April 23, 2004

Media Ghouls

The headline is telling in its lack of respect.

Pentagon Ban on Pictures of Dead Troops Is Broken

Dead Troops. So many pieces of media fodder.

One doesn’t have to be a partisan to see that this story drives the anti-war sentiment, gives the enemy comfort and seeks to damage the President. It certainly doesn't honor our fallen military. The media is completely clueless about and insensitive to military culture and traditions.

The media doesn't seem to realize that when most military families receive the dread visit their first impulse is not the call the media, they mourn and grieve and bury their dead with respect and tenderness accorded a loved one, not a pawn on the political board.

The media is accomplishing an unintended goal in making "news" from the images of flag-draped coffins, they are making themselves despised.

While the media thinks they've outflanked the Administration, they have once again proved that their interests and political goals are served before ours.

Just as Bush recognized that attending the return of the P-3 crew captured in China would put the focus on him and not the air men and women involved, he knows the media will use images of coffins and military funerals against those being honored. To the media these coffins represent nothing more than a lede story or 30 seconds network air time.

So eager are they to have images of military coffins as a political issue that they do not see the respect accorded nor the reverence given, nor do they recognize the repellent nature of their zeal in pursuing "freedom of information" for which each man or woman gave their life.

No, I will not provide a link to the ghouls who obtained the photos or the Times article, I do not need to see pictures to understand the nature of the sacrifice.

Perhaps the authors of the NYT story should volunteer in one of our National Cemeteries for Memorial Day or Veteran’s Day ceremonies. The Feste family has volunteered for many years; a tradition began by my father to honor his fallen WWII brethren. Walking the rows, placing flags on each gravesite with the smell of freshly cut grass redolent on the crisp morning air, the quiet broken only by the snapping of a distant flag and witnessing the white crosses stretching to the horizon gives one a new perspective on the phrase "Freedom isn't free".

Damn the media, damn them to hell.

UPDATE: COLUMBIA CREW MISTAKENLY IDENTIFIED AS IRAQI WAR CASUALTIES.

The media picks up the story off the website and runs with it.

The AP: A page from the Memory Hole.org's homepage shows photographs of American war dead arriving at Dover Air Force, the nation's largest military mortuary, Thursday, April 22, 2004. The photos are of the Columbia crew.

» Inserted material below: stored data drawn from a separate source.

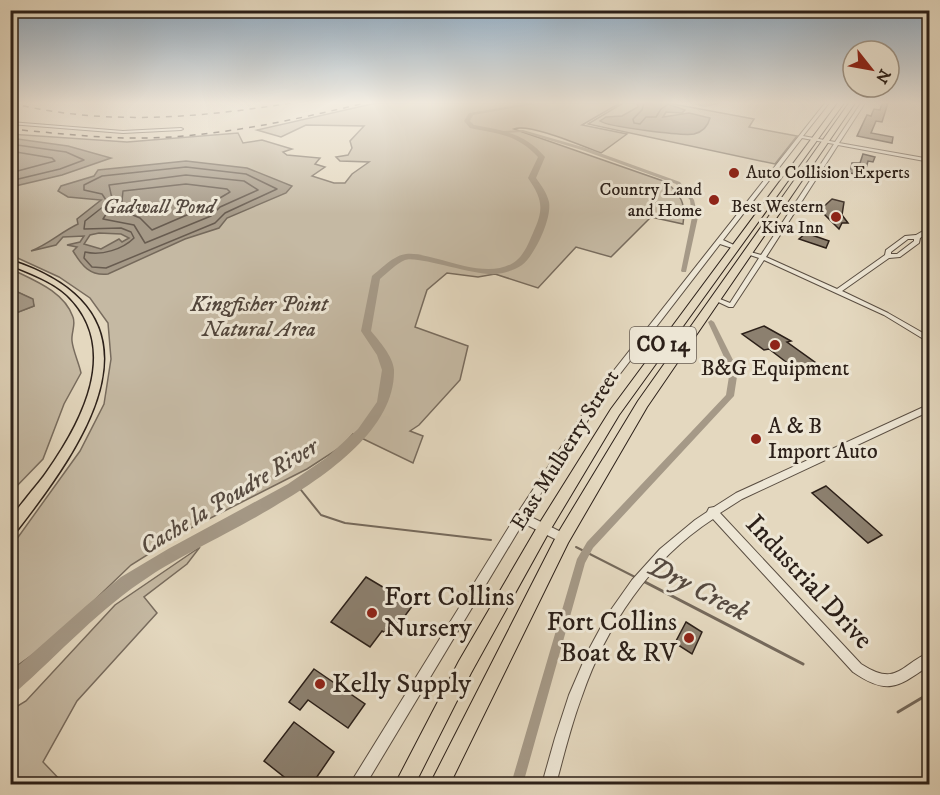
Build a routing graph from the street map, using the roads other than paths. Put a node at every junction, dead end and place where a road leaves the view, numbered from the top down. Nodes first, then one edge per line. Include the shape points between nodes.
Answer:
1 (799, 140) edge
2 (814, 140) joint
3 (840, 140) edge
4 (825, 142) junction
5 (838, 144) junction
6 (930, 161) edge
7 (756, 217) junction
8 (930, 229) edge
9 (917, 237) joint
10 (719, 241) junction
11 (734, 247) junction
12 (747, 253) junction
13 (888, 256) joint
14 (764, 258) junction
15 (10, 262) edge
16 (837, 292) junction
17 (715, 298) junction
18 (667, 339) junction
19 (930, 341) edge
20 (930, 407) edge
21 (712, 511) junction
22 (521, 517) junction
23 (544, 528) junction
24 (10, 529) edge
25 (563, 538) junction
26 (930, 658) edge
27 (358, 784) edge
28 (405, 784) edge
29 (440, 784) edge
30 (549, 784) edge

1 - 10 street
2 - 4 street
2 - 7 highway, East Mulberry Street / CO 14
3 - 5 street
4 - 5 street
4 - 12 highway, East Mulberry Street / CO 14
5 - 6 street
5 - 14 street
7 - 11 highway, East Mulberry Street / CO 14
7 - 12 highway via 743,248
8 - 9 street
9 - 13 street via 917,242 898,255
10 - 11 street
10 - 22 street via 603,390
11 - 18 highway, East Mulberry Street / CO 14
12 - 14 street
12 - 17 highway, East Mulberry Street / CO 14
12 - 18 highway via 732,260
13 - 16 street
14 - 16 street
14 - 17 street via 732,306
15 - 24 main road via 70,294 87,312 100,354 98,380 86,418 69,451
16 - 19 street via 886,314
17 - 25 highway, East Mulberry Street / CO 14 via 642,404
18 - 23 highway, East Mulberry Street / CO 14 via 615,412
20 - 21 street
21 - 26 street, Industrial Drive via 857,668 876,680 893,682
21 - 30 street via 677,537 639,578 614,613 590,655 565,720
22 - 23 street
22 - 27 street
23 - 25 street
23 - 28 highway, East Mulberry Street / CO 14 via 465,667
25 - 29 highway, East Mulberry Street / CO 14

Rueter's pushed this to my mailbox, the photo is also the Columbia crew. The Washington Post ran the story and photo but posted this correction online:


_____Correction_____

A photograph of an Air Force color guard carrying a flag-draped casket that previously accompanied this article was not a picture of a fallen soldier from Iraq but of an astronaut killed in the 2003 Columbia space shuttle crash. The photograph had been posted on a Web site called the Memory Hole, which had requested the Iraqi pictures from the U.S. military under the Freedom of Information Act. The image that accompanied this article was among several hundred photographs posted on the Memory Hole Web site after they were released by the Air Force.

The dog ate their homework, they had a flat tire, they ran out of gas....it's not their faaauuult!